I think you guys need to raid the Princeton and NYU math departments ASAP. https://www-bloomberg-com.cdn.ampproject.org/c/s/www.bloomberg.com/amp/news/articles/2018-03-14/two-sigma-hedge-funds-see-slow-start-in-2018-as-quants-struggle
From what I heard, they've tried very hard to expand to the realms of financial services. Well, not so successful so far.
Meh, they mostly have a good PR agency that tries to advertise them as a good tech firm. I don’t think they were ever renowned for posting high returns.
Two Sigma has had fantastic returns (risk adjusted) in most of their absolute return funds for many years. All their absolute return funds are closed to new investors. They regularly win awards based on performance.
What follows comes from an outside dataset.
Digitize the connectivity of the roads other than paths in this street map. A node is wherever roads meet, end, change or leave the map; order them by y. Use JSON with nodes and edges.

Here's one (can't link to the actual award because that requires a login). https://mobile.twitter.com/absolutereturn/status/808386363024408576 No one allocates $$ based on PR.
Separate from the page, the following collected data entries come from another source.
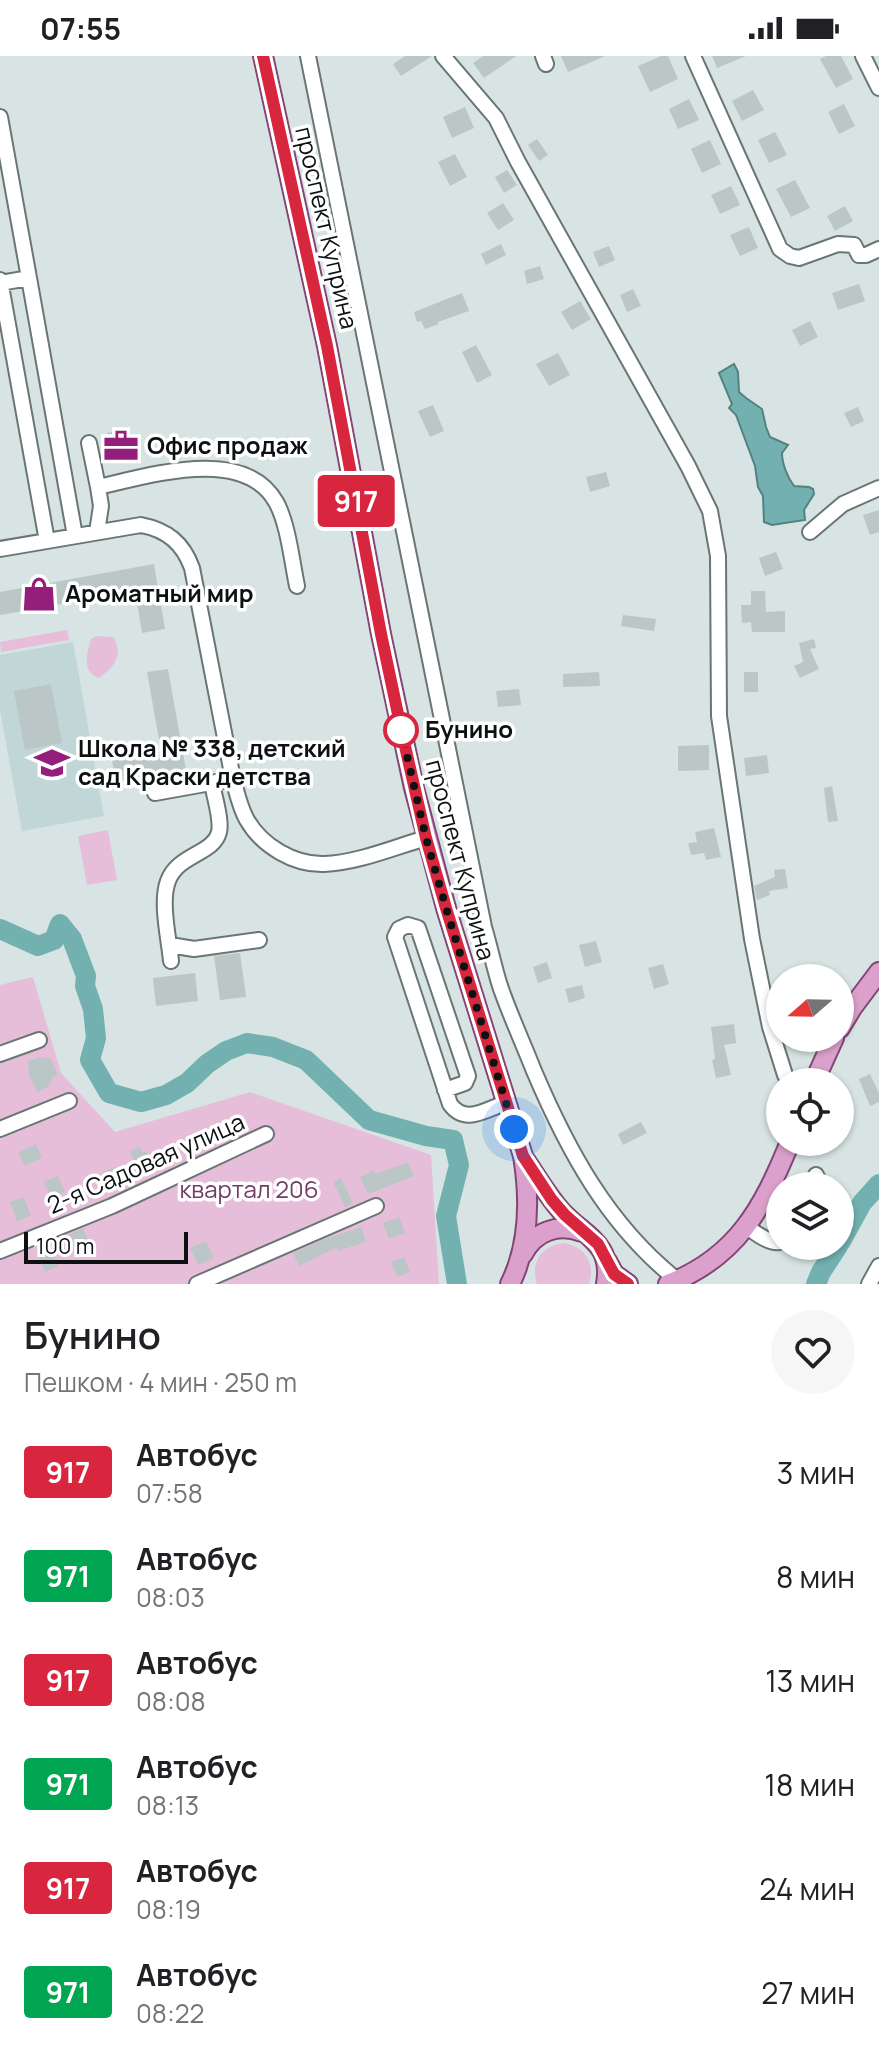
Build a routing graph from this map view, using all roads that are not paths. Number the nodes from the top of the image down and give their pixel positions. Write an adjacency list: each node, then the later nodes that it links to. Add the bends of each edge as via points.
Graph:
1 (263, 56): 25 (main road, проспект Куприна)
2 (308, 56): 49 (street, via 484,927 501,988 573,1156 606,1208)
3 (443, 56): 33 (street, via 496,118 710,511 718,556 719,716 752,939)
4 (693, 56): 8 (street, via 780,249 799,258 838,244 854,245 859,255)
5 (863, 56): 6 (street)
6 (879, 88)
7 (0, 117): 9 (street)
8 (879, 249)
9 (29, 278): 10 (street); 11 (street)
10 (0, 282): 12 (street)
11 (35, 309): 12 (street); 18 (street)
12 (3, 315): 19 (street)
13 (89, 443): 14 (street)
14 (98, 487): 16 (street); 21 (street, via 211,468 258,482 282,515)
15 (879, 488): 17 (street, via 843,504)
16 (97, 532): 18 (street); 22 (street, via 152,527 173,538 188,556)
17 (810, 532)
18 (75, 536): 19 (street)
19 (47, 541): 20 (street)
20 (0, 549)
21 (297, 586)
22 (233, 779): 23 (street); 25 (street, via 256,833 296,860 345,862)
23 (212, 783): 24 (street); 27 (street, via 220,830 210,846 184,859 169,878 165,894)
24 (155, 793)
25 (426, 838): 36 (main road, проспект Куприна)
26 (259, 940): 27 (street, via 194,949)
27 (170, 945): 28 (street)
28 (171, 961)
29 (879, 972): 30 (main road)
30 (854, 1006)
31 (39, 1040): 32 (street)
32 (0, 1054)
33 (783, 1068)
34 (445, 1090): 34 (street, via 395,937 408,925 418,928 468,1076 465,1083); 36 (street, via 452,1108 468,1116)
35 (69, 1101): 37 (street)
36 (505, 1103): 39 (main road, проспект Куприна)
37 (0, 1129)
38 (266, 1134): 45 (street, 2-я Садовая улица)
39 (523, 1156): 43 (main road, проспект Куприна, via 552,1200); 48 (main road, проспект Куприна, via 528,1188)
40 (784, 1156): 42 (main road)
41 (376, 1206): 50 (street)
42 (747, 1227): 44 (street); 49 (main road, via 710,1262)
43 (592, 1238): 46 (main road, проспект Куприна); 48 (main road, проспект Куприна, via 575,1229 547,1231 532,1241)
44 (766, 1239)
45 (0, 1251)
46 (607, 1261): 52 (main road); 53 (main road, проспект Куприна)
47 (879, 1266): 54 (street)
48 (520, 1269): 51 (main road, проспект Куприна)
49 (672, 1282)
50 (197, 1284)
51 (510, 1284)
52 (606, 1284)
53 (628, 1284)
54 (869, 1284)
Thankfully they rejected me in the final round for a quant position a couple years ago.
“Last month was brutal for quant funds, as volatility spiked...” quant funds claim to thrive in volatile markets. They used low volatility as an excuse for returns lower than an index in the past years... 🙄
All ears about the layoffs if that would happen
The more money you have, the harder it is to spot opportunities to beat the market. 52bn is a fair bit of cash. Even Warren Buffet is having trouble these days.
It’s not like they put the entire money into a single strategy. It would be put in multiple ones anyways and every strategy has a limit upto which it performs optimally
His point is correct though. The strategies returning 20% might only work up to $100m and there might be only 10 of them. Finding more becomes marginally harder with each one (read takes more research $). But anyway, Great — you’re making 20% on $1 billion. Now what do you do with the other $51 billion?
Go find a friend at Renaissance Technologies & give all your savings and money there
I tried, they won't take my 15 dollars. <3 Jim Simons
FWIW, the medallion fund the primary cash maker doesn’t take any outside capital.